Pulsed eddy current (PEC) methods have important advantages over sinusoidal methods. The pulsed eddy current method excites the probe with a step voltage function. The step function contains a continuum of frequencies. As a result, the response to several different frequencies can be measured with a single step. Because depth of penetration is dependent on the frequency of the excitation, information from a range of depths can be obtained with the one step function.
One PEC inspection instrument that has been developed employs pulsed eddy currents for characterizing corrosion-induced loss of metal in aircraft structures. See Moulder et al., "Pulsed eddy-current measurements of corrosion-induced metal loss:theory and experiment," Review of Progress in Quantitative NDE, Vol. 14, pp. 2065-2072 (Plenum Press, NY, 1995, Thompson et al. eds.). This instrument calculates and displays to the user a difference signal which is the difference between a time-domain PEC pulse response acquired by the PEC probe and a time-domain reference PEC pulse response.
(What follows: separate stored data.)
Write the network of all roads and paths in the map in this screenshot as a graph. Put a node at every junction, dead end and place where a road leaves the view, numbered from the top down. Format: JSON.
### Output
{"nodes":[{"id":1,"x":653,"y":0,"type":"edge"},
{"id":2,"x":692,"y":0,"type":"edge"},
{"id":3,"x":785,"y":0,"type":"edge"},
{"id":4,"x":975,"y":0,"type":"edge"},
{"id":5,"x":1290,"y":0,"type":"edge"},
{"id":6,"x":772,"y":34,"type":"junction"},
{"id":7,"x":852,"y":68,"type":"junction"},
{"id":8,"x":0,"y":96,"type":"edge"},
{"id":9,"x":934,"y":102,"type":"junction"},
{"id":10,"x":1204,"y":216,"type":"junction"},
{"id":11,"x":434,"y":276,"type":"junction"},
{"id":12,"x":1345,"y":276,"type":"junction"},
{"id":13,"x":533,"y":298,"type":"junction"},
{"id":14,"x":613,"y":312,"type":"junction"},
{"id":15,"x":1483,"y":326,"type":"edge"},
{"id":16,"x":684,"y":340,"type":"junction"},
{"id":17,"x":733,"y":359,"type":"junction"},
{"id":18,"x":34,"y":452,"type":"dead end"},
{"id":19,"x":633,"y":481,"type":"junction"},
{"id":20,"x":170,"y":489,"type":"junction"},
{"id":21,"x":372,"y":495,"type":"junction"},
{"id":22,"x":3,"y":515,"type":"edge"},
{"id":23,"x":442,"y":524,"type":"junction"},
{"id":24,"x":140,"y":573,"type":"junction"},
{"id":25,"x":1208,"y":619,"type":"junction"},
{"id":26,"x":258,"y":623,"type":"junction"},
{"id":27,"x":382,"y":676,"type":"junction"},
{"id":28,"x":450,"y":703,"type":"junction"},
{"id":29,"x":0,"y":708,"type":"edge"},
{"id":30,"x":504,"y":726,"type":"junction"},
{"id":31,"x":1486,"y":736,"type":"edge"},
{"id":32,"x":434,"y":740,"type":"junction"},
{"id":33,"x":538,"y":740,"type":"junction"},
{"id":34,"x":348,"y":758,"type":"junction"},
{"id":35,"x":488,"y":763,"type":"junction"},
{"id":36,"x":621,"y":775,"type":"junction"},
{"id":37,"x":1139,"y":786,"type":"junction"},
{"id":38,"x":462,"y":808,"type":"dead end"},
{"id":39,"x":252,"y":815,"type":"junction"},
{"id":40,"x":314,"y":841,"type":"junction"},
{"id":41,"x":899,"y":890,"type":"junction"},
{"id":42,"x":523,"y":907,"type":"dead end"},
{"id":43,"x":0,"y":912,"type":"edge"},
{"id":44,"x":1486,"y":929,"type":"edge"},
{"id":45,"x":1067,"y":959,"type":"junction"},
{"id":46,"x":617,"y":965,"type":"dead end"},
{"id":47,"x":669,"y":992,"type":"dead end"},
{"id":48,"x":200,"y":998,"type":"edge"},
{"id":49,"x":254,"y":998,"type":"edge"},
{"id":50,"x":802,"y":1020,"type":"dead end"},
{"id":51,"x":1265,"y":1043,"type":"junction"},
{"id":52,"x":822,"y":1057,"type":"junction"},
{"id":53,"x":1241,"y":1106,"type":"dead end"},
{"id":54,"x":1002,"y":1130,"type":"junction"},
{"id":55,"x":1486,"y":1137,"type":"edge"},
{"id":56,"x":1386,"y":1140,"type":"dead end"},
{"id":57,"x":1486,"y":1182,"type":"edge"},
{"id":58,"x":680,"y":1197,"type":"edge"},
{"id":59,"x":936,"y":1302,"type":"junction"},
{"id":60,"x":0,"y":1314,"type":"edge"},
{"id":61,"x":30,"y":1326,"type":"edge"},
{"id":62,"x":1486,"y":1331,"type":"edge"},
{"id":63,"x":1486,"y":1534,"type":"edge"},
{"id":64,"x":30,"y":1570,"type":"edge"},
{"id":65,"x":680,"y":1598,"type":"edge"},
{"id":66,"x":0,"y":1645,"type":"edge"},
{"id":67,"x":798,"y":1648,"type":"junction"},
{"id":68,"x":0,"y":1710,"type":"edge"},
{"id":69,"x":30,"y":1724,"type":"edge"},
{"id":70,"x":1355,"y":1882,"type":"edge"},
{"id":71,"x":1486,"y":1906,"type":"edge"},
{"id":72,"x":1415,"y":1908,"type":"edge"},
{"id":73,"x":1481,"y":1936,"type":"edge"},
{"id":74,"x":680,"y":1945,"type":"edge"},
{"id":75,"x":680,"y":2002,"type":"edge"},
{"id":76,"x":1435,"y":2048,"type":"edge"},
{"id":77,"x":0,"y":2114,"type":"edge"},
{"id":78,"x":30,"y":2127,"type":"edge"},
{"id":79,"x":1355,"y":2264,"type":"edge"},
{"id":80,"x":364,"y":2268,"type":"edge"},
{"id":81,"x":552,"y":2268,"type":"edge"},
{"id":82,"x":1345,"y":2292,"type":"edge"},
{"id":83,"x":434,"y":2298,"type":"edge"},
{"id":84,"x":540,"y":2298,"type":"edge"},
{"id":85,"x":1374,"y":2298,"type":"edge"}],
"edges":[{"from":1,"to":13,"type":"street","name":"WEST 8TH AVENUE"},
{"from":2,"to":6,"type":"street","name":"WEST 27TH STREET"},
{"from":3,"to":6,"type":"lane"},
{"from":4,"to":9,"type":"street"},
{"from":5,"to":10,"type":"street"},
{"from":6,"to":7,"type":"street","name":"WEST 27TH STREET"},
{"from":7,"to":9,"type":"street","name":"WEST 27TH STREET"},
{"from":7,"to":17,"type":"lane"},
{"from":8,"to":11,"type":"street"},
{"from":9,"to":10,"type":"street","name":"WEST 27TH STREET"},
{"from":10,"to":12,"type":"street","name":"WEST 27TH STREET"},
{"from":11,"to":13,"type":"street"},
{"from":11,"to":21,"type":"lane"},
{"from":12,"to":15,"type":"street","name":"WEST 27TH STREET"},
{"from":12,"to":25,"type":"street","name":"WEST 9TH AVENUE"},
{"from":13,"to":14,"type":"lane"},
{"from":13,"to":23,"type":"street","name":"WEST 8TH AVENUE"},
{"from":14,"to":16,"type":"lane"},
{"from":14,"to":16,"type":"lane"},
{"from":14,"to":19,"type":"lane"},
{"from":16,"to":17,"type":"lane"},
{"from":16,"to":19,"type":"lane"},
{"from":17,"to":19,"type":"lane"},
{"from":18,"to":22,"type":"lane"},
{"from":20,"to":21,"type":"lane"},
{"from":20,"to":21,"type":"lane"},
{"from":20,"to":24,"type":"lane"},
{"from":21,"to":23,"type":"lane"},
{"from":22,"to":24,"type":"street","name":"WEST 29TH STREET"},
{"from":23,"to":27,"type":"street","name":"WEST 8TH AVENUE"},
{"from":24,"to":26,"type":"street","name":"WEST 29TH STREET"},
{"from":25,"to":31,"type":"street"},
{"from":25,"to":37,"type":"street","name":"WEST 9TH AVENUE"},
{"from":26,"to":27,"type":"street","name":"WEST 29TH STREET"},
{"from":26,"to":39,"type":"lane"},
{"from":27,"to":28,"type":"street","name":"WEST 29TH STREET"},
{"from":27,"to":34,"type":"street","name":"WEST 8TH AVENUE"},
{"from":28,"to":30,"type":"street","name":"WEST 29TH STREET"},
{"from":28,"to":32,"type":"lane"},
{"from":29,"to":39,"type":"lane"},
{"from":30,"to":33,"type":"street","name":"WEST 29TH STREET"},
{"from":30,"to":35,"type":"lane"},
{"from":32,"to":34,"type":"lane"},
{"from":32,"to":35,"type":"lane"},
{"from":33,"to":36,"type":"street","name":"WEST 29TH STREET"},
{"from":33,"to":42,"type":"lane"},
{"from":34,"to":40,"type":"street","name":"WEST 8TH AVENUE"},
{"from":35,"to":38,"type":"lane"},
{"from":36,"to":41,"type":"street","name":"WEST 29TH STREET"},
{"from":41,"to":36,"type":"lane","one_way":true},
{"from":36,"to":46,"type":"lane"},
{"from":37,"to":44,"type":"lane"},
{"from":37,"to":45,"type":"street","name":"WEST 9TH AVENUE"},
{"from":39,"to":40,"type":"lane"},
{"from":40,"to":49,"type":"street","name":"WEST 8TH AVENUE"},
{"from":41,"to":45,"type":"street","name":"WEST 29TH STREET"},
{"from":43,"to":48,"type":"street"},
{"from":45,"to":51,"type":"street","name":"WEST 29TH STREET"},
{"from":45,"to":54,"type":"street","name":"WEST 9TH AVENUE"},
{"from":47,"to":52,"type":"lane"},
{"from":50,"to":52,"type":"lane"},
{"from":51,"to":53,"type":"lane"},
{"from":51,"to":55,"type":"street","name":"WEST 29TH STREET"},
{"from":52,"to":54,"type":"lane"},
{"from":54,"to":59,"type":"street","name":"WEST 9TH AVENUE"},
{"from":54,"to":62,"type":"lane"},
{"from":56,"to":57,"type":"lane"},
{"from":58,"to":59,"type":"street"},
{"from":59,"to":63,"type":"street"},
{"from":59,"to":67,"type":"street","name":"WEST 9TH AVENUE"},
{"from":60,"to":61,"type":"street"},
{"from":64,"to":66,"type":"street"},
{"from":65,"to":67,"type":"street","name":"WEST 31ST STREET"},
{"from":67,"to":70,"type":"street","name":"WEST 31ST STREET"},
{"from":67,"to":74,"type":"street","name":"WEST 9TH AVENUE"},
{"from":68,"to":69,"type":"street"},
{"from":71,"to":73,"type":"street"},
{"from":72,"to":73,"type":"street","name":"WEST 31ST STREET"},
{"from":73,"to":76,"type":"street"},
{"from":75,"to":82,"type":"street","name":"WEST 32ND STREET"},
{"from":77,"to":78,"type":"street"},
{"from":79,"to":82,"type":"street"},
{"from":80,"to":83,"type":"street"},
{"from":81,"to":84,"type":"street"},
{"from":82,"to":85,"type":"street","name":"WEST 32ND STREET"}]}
The user is able to see from the magnitude of the displayed difference signal whether there is metal loss associated with corrosion in the inspected sample structure. This instrument detects metal loss in all layers of a multi-layer structure.
Another PEC instrument is one that has been developed by the UK Defense Research Agency. See Harrison, "The detection of corrosion in layered structures using transient eddy currents," Nondestructive Testing of Materials, pp. 115-24 (IOS Press, 1995, R. Collins et al., eds.). This PEC instrument scans a probe across a layered structure and obtains time-domain magnetic-field transient responses. To obtain what is referred to as a "balanced transient," each of the responses is subtracted from a transient response obtained from an initial position. For each balanced transient, several amplitude time slices, ten in particular, are measured. The article cited above discloses that different timeslices may be displayed which gives information about different depths of the inspected structure. An amplitude window can also be set to obtain a color-coded display of only time-slice amplitudes within the set amplitude window.